> Work order: Both the line containing "thumb tip: (209, 246)" and the line containing "pinky pip: (280, 198)" belong to the span. Output exactly that span from the listing below, and nothing outside it.

> Data section:
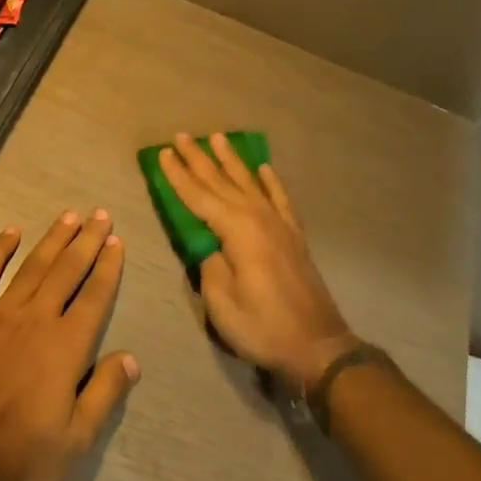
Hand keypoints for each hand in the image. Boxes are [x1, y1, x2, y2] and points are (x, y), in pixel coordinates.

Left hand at [0, 210, 139, 480]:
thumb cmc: (17, 461)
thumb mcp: (76, 441)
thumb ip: (105, 394)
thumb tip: (131, 358)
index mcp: (66, 347)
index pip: (95, 296)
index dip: (108, 267)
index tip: (116, 241)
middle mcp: (36, 321)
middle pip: (67, 271)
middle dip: (86, 241)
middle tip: (100, 214)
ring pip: (31, 267)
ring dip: (52, 239)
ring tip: (69, 215)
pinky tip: (10, 232)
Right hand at [157, 133, 355, 392]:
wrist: (317, 344)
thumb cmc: (263, 327)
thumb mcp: (221, 302)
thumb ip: (209, 266)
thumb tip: (209, 246)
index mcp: (237, 231)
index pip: (199, 197)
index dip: (179, 176)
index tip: (163, 154)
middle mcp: (258, 218)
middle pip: (222, 182)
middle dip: (199, 159)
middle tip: (182, 136)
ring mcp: (279, 224)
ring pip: (250, 182)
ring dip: (231, 160)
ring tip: (218, 138)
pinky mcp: (293, 236)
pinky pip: (280, 198)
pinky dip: (271, 181)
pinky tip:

> Response for this exercise:
thumb tip: (209, 246)
index mcp: (237, 231)
index pip: (199, 197)
index dip: (179, 176)
index tip: (163, 154)
middle mcp: (258, 218)
middle pip: (222, 182)
middle dip: (199, 159)
middle tip: (182, 136)
ring mcp: (279, 224)
ring pip: (250, 182)
ring dip: (231, 160)
ring tip: (218, 138)
pinky mcp: (293, 236)
pinky pip: (280, 198)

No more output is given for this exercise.